Helluva dream.
I was working on a project to rehab old houses for the needy. Over the past few weeks, we gutted the inside, fixed some plumbing and electrical problems, and replaced fixtures. Now, this weekend, I’d been asked to take charge of tearing down and rebuilding the small rotting deck in the back.
By late morning, my team - myself, another guy, and two women - had demolished the old deck and hauled the debris to the curb. We had just sunk the new posts and started to cut joists when a window opened on the house next door.
“Would you mind holding down the racket out there?”
Hold it down? Did she think we had a volume control on our table saw?
Always best to use the diplomatic approach first. “Sorry, ma’am, we will do what we can, but building a deck does make a certain amount of noise.”
“Can’t you at least cut the boards inside?”
“Sorry, but no, we have drywallers and mudders working inside today, and they can’t have the dust.” Perhaps that should have been enough, but, given the ridiculousness of her attempt at micromanagement, I decided to fully explain what was wrong with her suggestion. “And if we had to go inside every time we need to make a cut and carry it back out, that means we wouldn’t get done today. You don’t want us working on this through tomorrow, do you?”
“No, I do not,” she replied stiffly, slamming the window shut. Okay, chalk up one failure for diplomacy, though maybe I could have stopped with my point about dust. But hopefully, she would at least leave us alone.
We got the stairs and joists done, and as we started to cut the decking we got a real rhythm going: one of the women cutting boards, and the man and the other woman placing them and screwing them down, one right after the other. We probably were making a lot of noise, banging things out like that.
The window opened again. The woman’s head now sported red devil horns. “Now it’s getting even louder! You people have been working on that house for weeks, and the noise just keeps getting worse!”

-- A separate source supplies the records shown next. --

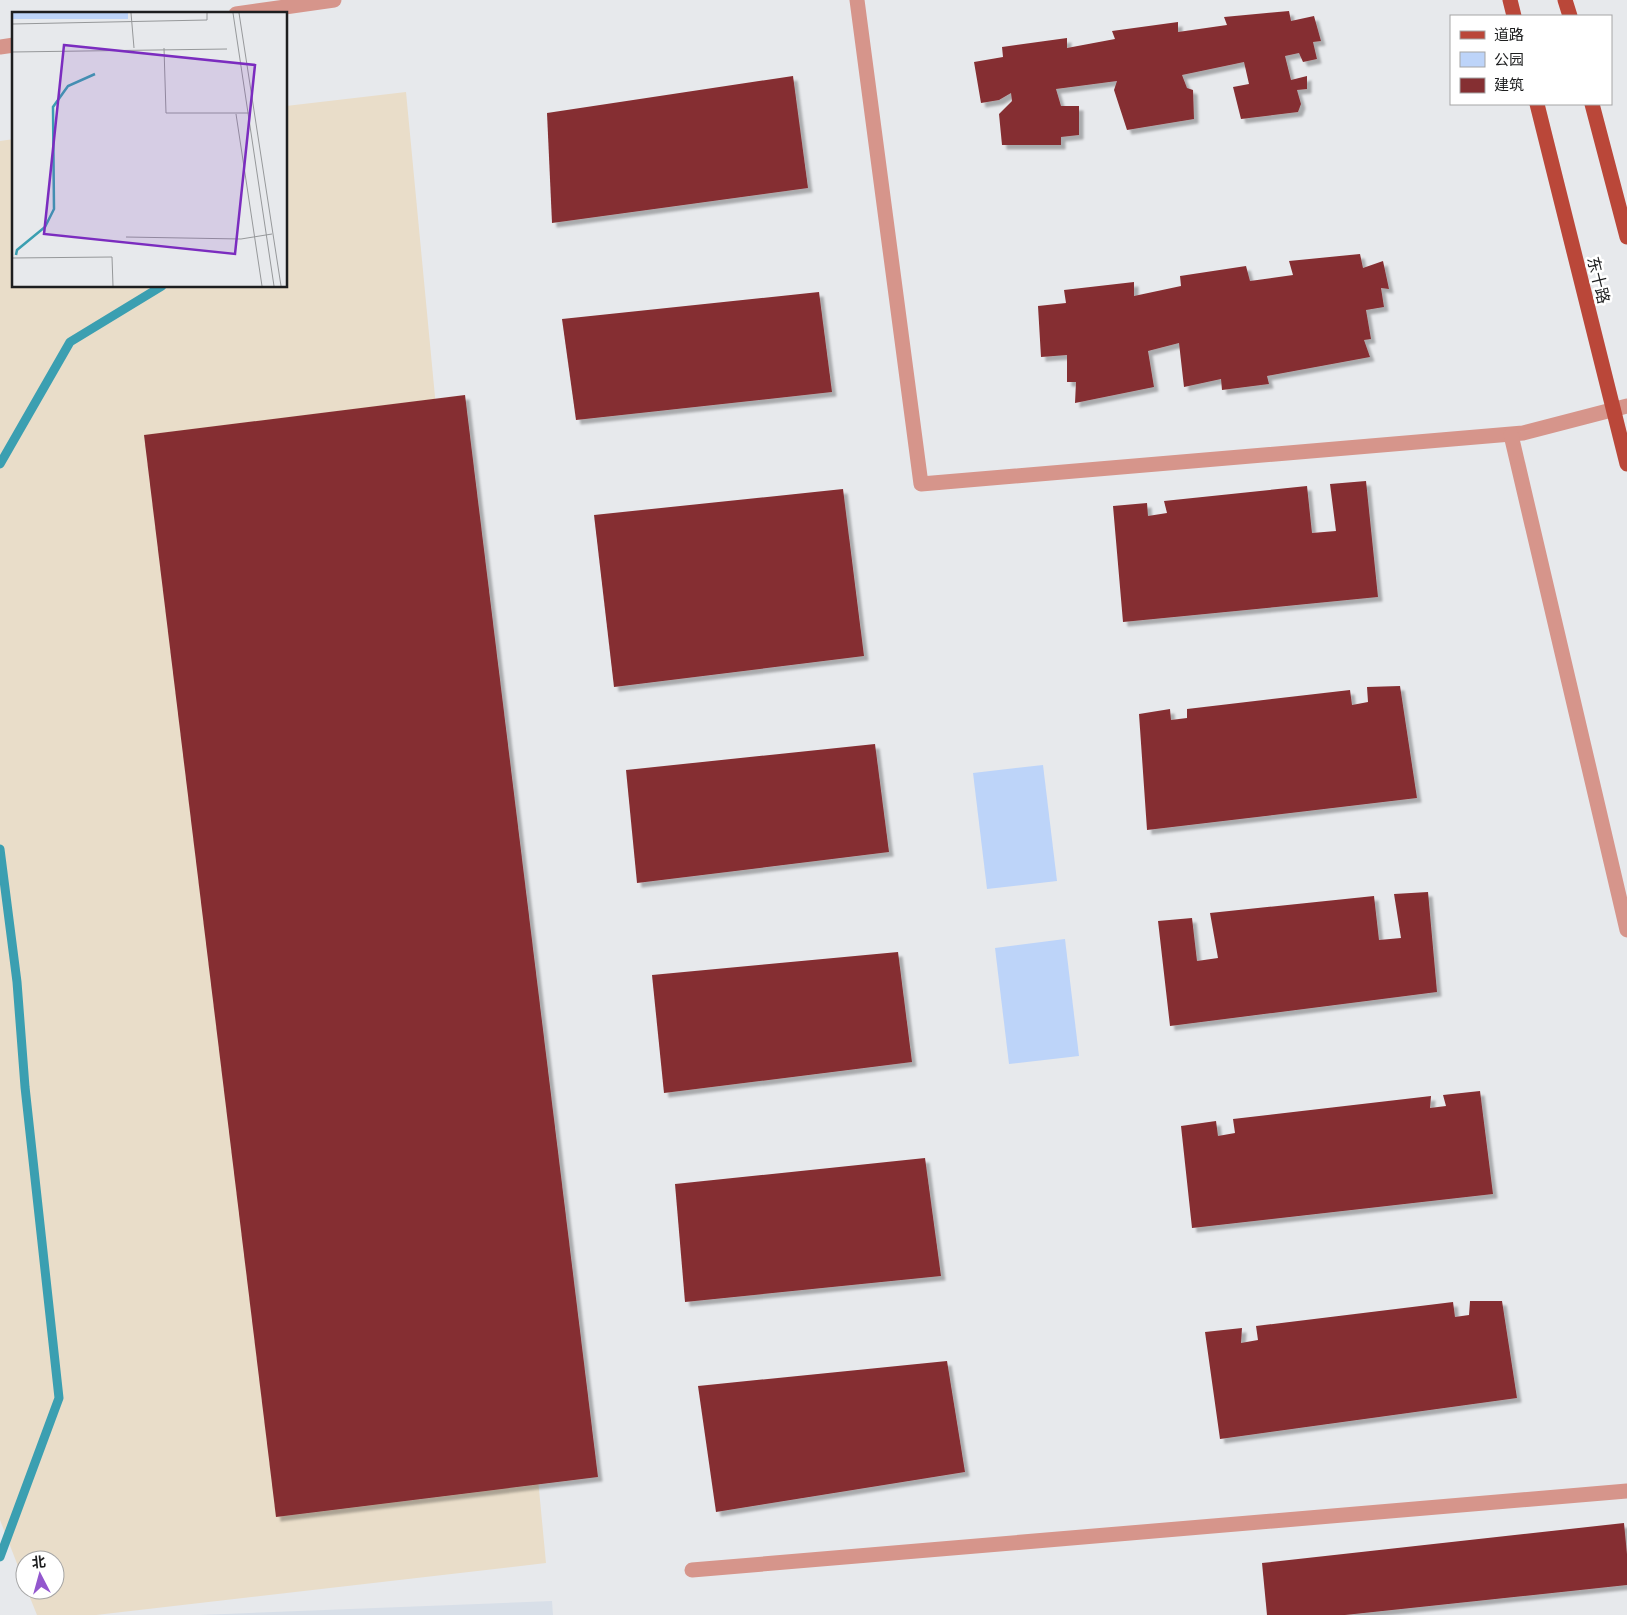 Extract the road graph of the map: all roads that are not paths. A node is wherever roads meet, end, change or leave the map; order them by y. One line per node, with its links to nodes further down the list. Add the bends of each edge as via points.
1 (334, 0): 5 (street)
2 (857, 0): 12 (street, via 921,484)
3 (1510, 0): 6 (main road)
4 (1566, 0): 7 (main road)
5 (250, 12)
6 (1514, 15)
7 (1570, 15)
8 (1537, 105): 11 (main road, 东十路)
9 (1592, 105): 10 (main road)
10 (1627, 237)
11 (1620, 408): 12 (street); 13 (main road, 东十路)
12 (1511, 435): 14 (street)
13 (1627, 464)
14 (1627, 930)
15 (1627, 1491): 16 (street)
16 (692, 1570)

I didn’t have to say anything, because my team stood up for themselves just fine. The woman who’d been running the saw grabbed a 2x2 baluster off the pile, held it up, and yelled, “It’s two o’clock on a Saturday! Of course, it’s loud. If you don’t shut the fuck up and let us build low-income housing, I’m going to come over there and shove this up your ass! I bet it’d fit, too!”

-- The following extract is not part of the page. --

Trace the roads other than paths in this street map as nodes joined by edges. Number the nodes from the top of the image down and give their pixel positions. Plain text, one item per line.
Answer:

Then the other woman brandished her drill and, with a slightly maniacal grin, added, “And I’ll screw your feet to the floor while she does it.” The two women exchanged a look that almost made me think they were prepared to carry out the threat. Yikes. I thought I saw the other man shudder a little bit.
My eyes popped open as Rick shifted his weight behind me.
Now awake, I remembered that I was in bed with my best friend. The construction episode was just a dream.
In truth, I really was building a deck this weekend, but it was at Rick’s house, not a charity project. And I realized the angry woman next door in the dream looked a lot like my ex-wife. Well, except for the horns. With her, I’d gotten used to starting with diplomacy, but quickly having things degrade to something less than that. Fortunately, she now lived hundreds of miles away, and couldn’t actually mess with the deck, or the new life, that I was building.
The other two women in the scene were my best friend Rick’s wife, Emily, who was mostly lesbian, and her girlfriend Jackie, who was a hundred thirty percent lesbian.